Only the lines containing "joint" should appear in the answer, copied from the listing below.

——————

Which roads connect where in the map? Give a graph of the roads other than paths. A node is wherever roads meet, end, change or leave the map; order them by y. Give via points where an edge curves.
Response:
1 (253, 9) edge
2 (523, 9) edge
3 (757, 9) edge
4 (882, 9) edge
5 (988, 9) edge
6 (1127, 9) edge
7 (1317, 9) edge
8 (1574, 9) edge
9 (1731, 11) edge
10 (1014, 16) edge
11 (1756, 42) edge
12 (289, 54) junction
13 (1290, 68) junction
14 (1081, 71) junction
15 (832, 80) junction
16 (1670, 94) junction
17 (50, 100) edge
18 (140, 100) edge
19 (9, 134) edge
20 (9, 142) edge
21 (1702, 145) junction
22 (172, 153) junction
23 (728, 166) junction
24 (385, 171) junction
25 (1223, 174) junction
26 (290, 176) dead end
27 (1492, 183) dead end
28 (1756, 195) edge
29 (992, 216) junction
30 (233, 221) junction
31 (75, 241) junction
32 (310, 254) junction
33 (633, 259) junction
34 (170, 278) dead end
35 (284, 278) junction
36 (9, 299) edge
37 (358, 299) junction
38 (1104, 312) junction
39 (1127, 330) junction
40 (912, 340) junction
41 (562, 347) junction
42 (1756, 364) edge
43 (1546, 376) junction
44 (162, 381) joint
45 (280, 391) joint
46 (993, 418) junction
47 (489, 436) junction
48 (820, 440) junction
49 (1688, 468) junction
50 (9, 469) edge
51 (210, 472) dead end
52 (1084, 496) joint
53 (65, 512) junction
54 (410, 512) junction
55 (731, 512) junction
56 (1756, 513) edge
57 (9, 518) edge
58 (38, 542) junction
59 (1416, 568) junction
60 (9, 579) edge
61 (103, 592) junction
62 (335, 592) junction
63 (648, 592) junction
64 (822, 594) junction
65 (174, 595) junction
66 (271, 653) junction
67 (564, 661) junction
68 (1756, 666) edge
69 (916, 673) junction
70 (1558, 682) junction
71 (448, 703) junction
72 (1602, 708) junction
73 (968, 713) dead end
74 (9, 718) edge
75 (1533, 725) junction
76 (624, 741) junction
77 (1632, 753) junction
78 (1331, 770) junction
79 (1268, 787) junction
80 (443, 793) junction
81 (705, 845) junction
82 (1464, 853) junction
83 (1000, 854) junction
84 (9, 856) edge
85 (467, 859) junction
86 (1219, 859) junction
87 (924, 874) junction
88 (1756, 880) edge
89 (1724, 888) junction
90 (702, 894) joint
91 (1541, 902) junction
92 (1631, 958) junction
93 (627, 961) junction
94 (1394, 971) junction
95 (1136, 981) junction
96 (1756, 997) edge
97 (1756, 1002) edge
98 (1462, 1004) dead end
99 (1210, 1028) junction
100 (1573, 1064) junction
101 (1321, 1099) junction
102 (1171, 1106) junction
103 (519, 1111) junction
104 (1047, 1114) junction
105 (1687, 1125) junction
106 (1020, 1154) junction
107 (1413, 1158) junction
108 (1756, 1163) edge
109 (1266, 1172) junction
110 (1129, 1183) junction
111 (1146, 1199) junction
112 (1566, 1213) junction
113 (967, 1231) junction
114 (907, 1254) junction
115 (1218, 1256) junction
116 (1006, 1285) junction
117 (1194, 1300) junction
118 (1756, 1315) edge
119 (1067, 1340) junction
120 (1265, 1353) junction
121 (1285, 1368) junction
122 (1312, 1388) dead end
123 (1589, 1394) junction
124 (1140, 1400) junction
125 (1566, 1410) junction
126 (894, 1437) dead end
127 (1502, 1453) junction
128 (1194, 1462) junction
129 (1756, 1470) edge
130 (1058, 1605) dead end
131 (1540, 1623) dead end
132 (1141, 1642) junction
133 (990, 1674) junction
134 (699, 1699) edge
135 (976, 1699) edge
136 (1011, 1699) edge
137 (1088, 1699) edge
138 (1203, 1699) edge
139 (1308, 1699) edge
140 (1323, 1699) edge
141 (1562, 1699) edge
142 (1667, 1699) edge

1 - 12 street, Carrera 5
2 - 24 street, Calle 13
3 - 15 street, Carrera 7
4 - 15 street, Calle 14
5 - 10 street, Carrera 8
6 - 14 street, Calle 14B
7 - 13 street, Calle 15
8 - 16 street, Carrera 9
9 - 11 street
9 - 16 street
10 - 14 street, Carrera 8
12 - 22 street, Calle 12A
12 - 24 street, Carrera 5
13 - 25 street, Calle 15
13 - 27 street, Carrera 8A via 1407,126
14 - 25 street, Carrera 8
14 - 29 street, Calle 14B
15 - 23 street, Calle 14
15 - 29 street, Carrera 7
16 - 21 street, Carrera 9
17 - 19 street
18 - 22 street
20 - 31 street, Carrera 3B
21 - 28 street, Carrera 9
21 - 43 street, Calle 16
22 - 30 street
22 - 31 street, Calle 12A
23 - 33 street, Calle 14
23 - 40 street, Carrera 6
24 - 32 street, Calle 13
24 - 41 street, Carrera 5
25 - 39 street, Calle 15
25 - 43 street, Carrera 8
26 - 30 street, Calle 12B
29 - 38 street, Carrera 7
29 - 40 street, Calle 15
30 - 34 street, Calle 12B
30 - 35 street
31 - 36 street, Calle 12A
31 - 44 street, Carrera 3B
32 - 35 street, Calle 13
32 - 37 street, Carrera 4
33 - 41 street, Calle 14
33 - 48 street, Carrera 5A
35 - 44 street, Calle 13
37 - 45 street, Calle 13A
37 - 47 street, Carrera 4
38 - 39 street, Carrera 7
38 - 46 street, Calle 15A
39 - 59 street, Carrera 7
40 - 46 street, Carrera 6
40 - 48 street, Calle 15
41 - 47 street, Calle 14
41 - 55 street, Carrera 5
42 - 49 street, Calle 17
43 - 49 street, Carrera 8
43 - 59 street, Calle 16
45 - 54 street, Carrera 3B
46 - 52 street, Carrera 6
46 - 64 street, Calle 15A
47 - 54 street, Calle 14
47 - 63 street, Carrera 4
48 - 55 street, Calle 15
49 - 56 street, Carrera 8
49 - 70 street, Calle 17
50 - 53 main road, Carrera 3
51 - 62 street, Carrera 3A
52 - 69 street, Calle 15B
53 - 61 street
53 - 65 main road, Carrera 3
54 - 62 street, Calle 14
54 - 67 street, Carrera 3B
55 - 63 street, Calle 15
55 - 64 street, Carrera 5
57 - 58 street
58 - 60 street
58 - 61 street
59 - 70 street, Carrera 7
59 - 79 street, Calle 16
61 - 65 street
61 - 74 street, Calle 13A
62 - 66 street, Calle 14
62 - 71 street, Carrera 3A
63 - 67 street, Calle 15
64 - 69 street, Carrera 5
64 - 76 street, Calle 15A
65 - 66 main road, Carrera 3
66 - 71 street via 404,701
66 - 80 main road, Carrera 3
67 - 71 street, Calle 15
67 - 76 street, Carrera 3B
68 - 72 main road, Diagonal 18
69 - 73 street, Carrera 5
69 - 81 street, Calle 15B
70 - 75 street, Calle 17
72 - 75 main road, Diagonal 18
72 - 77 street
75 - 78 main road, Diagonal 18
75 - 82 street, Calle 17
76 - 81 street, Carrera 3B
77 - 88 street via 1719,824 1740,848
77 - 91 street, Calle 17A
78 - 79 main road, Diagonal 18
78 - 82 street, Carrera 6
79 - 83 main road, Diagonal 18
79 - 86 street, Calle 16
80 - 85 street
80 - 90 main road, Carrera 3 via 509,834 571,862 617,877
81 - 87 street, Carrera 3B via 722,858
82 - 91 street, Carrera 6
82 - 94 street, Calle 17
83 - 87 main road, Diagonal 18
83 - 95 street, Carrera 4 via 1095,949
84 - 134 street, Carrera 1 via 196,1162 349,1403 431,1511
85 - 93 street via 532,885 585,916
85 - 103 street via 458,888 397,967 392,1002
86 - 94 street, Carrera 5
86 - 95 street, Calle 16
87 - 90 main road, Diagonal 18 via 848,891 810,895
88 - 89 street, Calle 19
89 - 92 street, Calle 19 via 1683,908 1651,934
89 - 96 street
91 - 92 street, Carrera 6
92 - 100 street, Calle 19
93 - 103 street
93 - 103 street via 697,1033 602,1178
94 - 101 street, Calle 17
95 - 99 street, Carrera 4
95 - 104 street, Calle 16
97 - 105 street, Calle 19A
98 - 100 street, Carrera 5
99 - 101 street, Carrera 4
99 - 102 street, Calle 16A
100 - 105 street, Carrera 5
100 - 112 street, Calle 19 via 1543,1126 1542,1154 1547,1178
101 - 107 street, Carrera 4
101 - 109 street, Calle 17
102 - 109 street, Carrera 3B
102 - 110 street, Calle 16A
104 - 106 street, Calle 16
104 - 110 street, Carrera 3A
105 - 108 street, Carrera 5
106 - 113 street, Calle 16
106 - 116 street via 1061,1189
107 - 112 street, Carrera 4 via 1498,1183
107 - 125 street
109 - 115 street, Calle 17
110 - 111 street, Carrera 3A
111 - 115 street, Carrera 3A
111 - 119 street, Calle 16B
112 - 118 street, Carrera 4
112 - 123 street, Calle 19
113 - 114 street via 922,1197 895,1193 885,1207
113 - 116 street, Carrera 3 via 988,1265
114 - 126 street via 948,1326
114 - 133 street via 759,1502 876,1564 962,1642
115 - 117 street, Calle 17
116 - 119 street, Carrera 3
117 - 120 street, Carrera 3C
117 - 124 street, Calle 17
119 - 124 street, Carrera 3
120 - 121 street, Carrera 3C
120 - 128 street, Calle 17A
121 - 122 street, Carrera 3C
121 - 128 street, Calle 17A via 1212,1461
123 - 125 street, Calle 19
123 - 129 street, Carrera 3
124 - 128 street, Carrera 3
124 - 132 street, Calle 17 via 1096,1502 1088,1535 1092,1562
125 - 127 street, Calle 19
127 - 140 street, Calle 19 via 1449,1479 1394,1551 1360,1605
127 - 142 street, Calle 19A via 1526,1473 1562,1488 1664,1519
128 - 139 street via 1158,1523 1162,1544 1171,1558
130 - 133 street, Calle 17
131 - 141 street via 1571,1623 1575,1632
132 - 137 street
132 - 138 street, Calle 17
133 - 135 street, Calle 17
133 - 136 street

——————

> **Completed task**
44 (162, 381) joint
45 (280, 391) joint
52 (1084, 496) joint
90 (702, 894) joint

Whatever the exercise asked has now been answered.